According to a 2022 report published by research office of the Legislative Council, the number of street sleepers has been on the rise in recent years. Between 2013-2014 and 2018-2019, the number of street sleepers registered on the Street Sleeper Registry of the Social Welfare Department (“SWD”) increased by some 75% to 1,297, and most of them resided in Kowloon. Hong Kong is seeing rising number of street sleepers as the COVID-19 pandemic has affected people at risk of becoming homeless. There were 1,580 street sleepers in 2020-2021, representing an increase of 22% since 2018-2019.
Among the popular spots for street sleepers, the pedestrian tunnel below Wong Nai Chung Gap Flyover in Happy Valley has become a hotspot for many years.
During the COVID-19 outbreak, more than 100 households lived together inside the tunnel, twice as many as before the epidemic. Nationalities include Nepalese, Thais, Filipinos, Indonesians, Pakistanis, and even Caucasian expatriates were found. The locals became “minorities” in the area. A 64-year-old homeless person who used to live on the site for many years said that the tunnel was hot and humid. Fortunately, he was able to get a shelter with the assistance of a volunteer group.

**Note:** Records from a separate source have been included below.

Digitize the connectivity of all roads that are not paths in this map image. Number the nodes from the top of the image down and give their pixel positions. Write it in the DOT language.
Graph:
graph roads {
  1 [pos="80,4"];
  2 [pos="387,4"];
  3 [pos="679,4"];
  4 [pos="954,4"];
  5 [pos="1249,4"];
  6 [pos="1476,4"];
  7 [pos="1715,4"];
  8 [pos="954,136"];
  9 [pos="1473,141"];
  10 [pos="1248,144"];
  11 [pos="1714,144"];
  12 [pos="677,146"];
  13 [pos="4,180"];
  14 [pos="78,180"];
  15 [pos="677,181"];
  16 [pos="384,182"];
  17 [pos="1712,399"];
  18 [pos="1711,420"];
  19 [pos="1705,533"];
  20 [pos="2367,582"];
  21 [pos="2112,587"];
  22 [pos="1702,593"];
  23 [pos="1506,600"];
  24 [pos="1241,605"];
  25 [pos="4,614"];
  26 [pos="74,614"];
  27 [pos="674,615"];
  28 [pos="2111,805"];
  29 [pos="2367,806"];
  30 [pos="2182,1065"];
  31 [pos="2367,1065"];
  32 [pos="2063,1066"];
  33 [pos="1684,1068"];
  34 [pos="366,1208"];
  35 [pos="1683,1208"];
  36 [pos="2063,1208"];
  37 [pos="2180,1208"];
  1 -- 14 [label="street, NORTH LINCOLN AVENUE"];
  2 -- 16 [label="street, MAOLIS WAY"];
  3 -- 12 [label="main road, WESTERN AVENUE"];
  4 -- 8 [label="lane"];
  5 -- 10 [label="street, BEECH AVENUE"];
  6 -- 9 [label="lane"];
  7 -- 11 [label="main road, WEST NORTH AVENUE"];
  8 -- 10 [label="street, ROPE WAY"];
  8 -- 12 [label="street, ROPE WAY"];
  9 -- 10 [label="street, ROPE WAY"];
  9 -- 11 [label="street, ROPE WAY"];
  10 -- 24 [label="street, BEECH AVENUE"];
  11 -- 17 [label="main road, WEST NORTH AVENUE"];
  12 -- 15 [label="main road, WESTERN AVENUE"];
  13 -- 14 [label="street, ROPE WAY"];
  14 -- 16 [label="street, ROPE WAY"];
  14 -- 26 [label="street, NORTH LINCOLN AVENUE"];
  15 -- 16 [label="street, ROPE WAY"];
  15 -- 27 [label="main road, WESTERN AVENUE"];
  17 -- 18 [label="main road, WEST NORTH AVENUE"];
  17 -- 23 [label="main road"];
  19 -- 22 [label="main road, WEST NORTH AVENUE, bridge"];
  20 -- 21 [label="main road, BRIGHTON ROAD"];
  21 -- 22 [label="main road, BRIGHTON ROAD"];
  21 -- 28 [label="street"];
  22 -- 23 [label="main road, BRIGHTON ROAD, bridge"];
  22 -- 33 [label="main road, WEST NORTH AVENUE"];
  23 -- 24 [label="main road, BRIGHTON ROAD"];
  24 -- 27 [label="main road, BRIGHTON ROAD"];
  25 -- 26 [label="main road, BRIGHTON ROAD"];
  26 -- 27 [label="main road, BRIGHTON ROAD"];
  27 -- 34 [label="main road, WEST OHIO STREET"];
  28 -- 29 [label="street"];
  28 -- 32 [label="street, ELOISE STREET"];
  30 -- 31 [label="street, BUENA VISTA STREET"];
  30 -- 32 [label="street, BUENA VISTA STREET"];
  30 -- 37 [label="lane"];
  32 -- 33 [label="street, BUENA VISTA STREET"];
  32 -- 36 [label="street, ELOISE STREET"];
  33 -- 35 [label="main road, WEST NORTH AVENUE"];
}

Some concerned groups pointed out that due to the sweltering heat, the homeless and those living in subdivided flats were all deeply affected. They urged the government to formulate policies to provide support.

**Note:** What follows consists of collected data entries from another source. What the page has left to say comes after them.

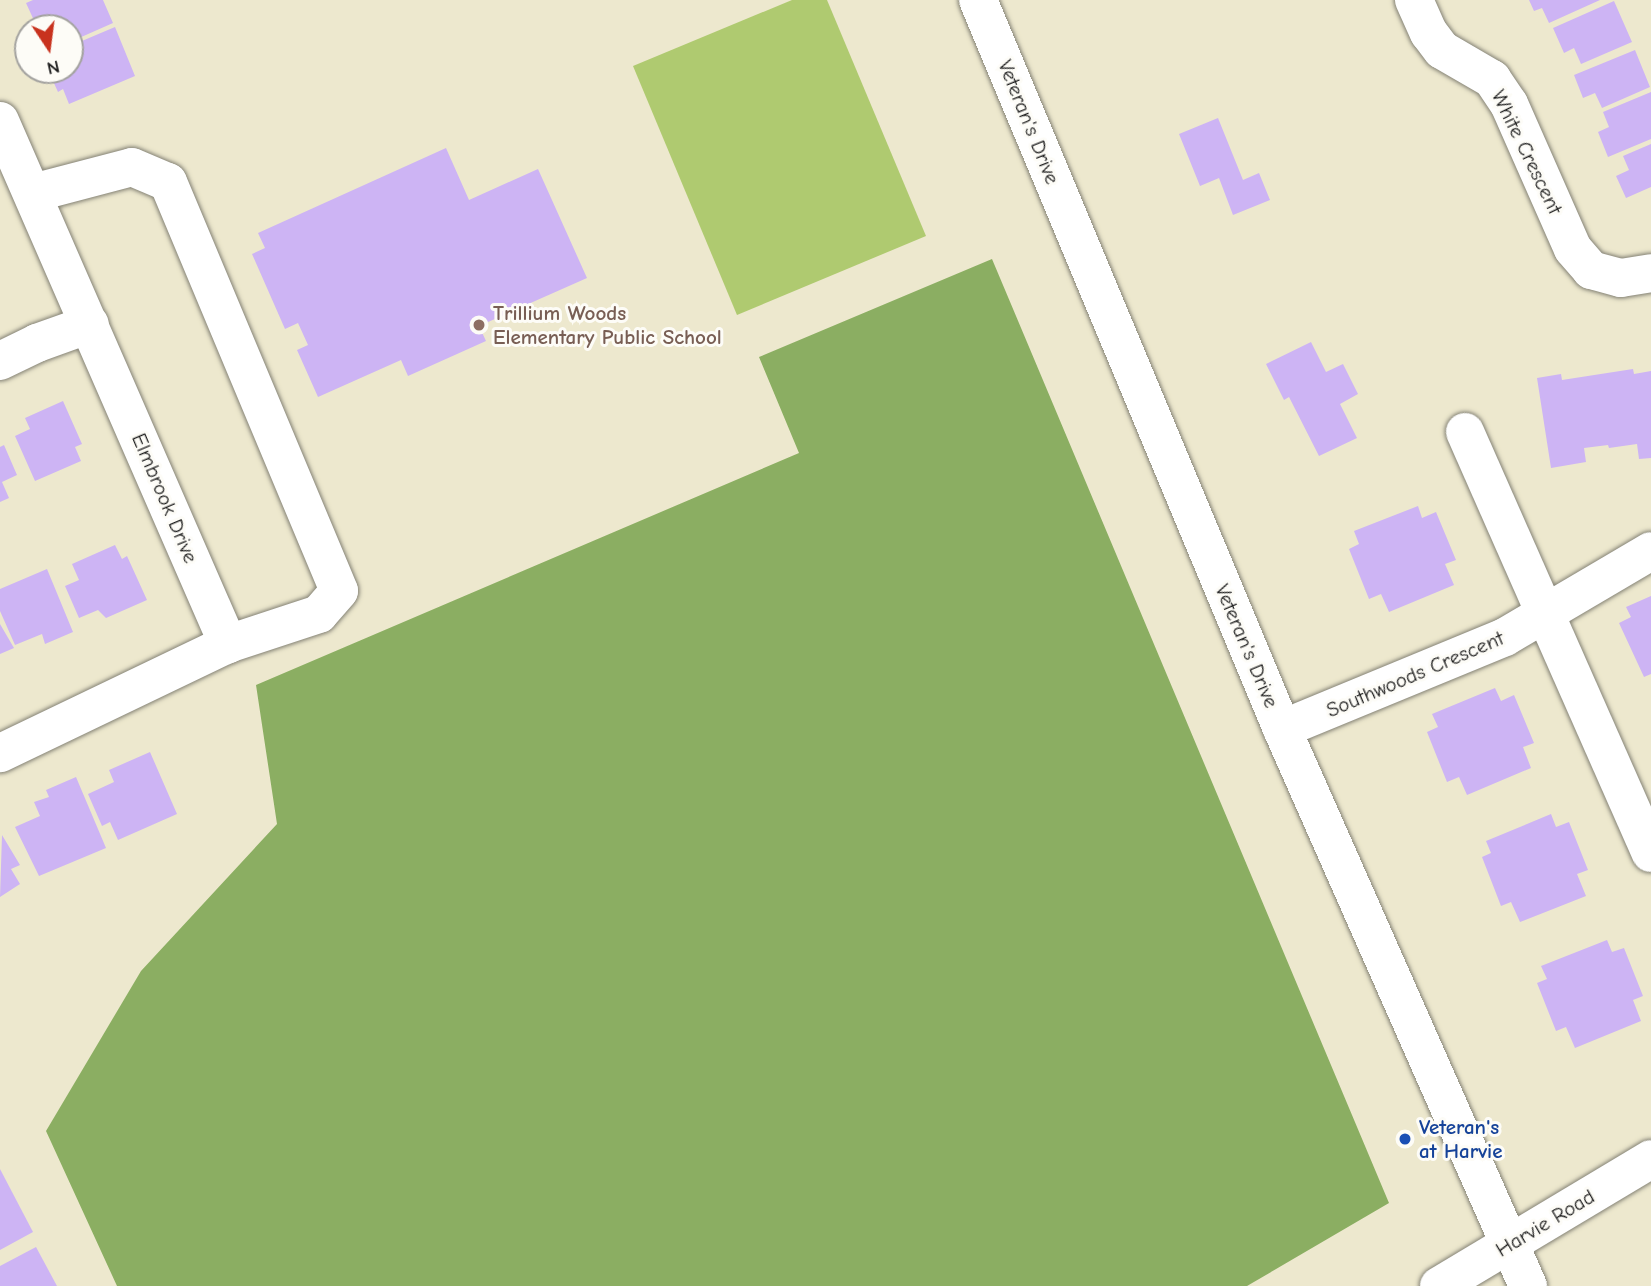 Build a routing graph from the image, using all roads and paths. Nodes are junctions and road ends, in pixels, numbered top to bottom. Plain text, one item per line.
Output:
1 (978, 0) edge
2 (1414, 0) edge
3 (0, 121) edge
4 (33, 193) junction
5 (1651, 274) edge
6 (90, 324) junction
7 (0, 361) edge
8 (1465, 432) dead end
9 (1651, 551) edge
10 (1545, 614) junction
11 (228, 644) junction
12 (1282, 729) junction
13 (0, 753) edge
14 (1651, 853) edge
15 (1651, 1159) edge
16 (1509, 1245) junction
17 (1439, 1286) edge
18 (1528, 1286) edge

1 - 12 street, Veteran's Drive
2 - 5 street, White Crescent
3 - 4 street, Elmbrook Drive
4 - 6 street, Elmbrook Drive
4 - 11 street
6 - 7 street
6 - 11 street, Elmbrook Drive
8 - 10 street
9 - 10 street, Southwoods Crescent
10 - 12 street, Southwoods Crescent
10 - 14 street
11 - 13 street
12 - 16 street, Veteran's Drive
15 - 16 street, Harvie Road
16 - 17 street, Harvie Road
16 - 18 street, Veteran's Drive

The homeless population is not entirely homogeneous, and three key subgroups are commonly observed, namely long-term chronic homelessness, and short-term episodic and transitional homelessness. In Hong Kong, sleeping on the streets seems to be more than a temporary arrangement for many street sleepers who are suffering from medium- and long-term homelessness.
The employment prospects for street sleepers have further deteriorated more recently amid a weakened job market in times of economic downturn. Many street sleepers had reportedly lost their jobs during the pandemic, thus a lower portion of them reported salary as among their
key financial source according to an ad-hoc survey conducted jointly by local academics and non-government organisations (“NGOs”) (Figure 4). While the survey also suggests that government assistances (particularly, Comprehensive Social Security Assistance scheme, or
“CSSA”) remain the most important financial source for street sleepers (as about half of them reported receiving such assistances), it is noted more street sleepers have turned to NGOs or their own network of friends for support, conceivably as formal approval from government assistance schemes may take some time to process.
To address the emergency and short-term accommodation needs of street sleepers, there are NGOs providing shelters either through subventions from Social Welfare Department (SWD) or on a self-financing basis. Yet, according to SWD’s statistics, the overall supply of these accommodation places remained virtually unchanged between 2015-2016 and 2020-2021, dwarfed by some 75% increase in the number of street sleepers over the same period.
SWD has also been providing subventions to three NGOs to each operate an Integrated Services Team (“IST”) for street sleepers, aiming at addressing street sleepers’ needs and helping them give up street sleeping. ISTs handled an average of some 620 cases per year between 2015-2016 and 2019-2020, while the caseload jumped to 837 in 2020-2021 with more than one-third of the cases resulting in people giving up street sleeping after receiving support from ISTs.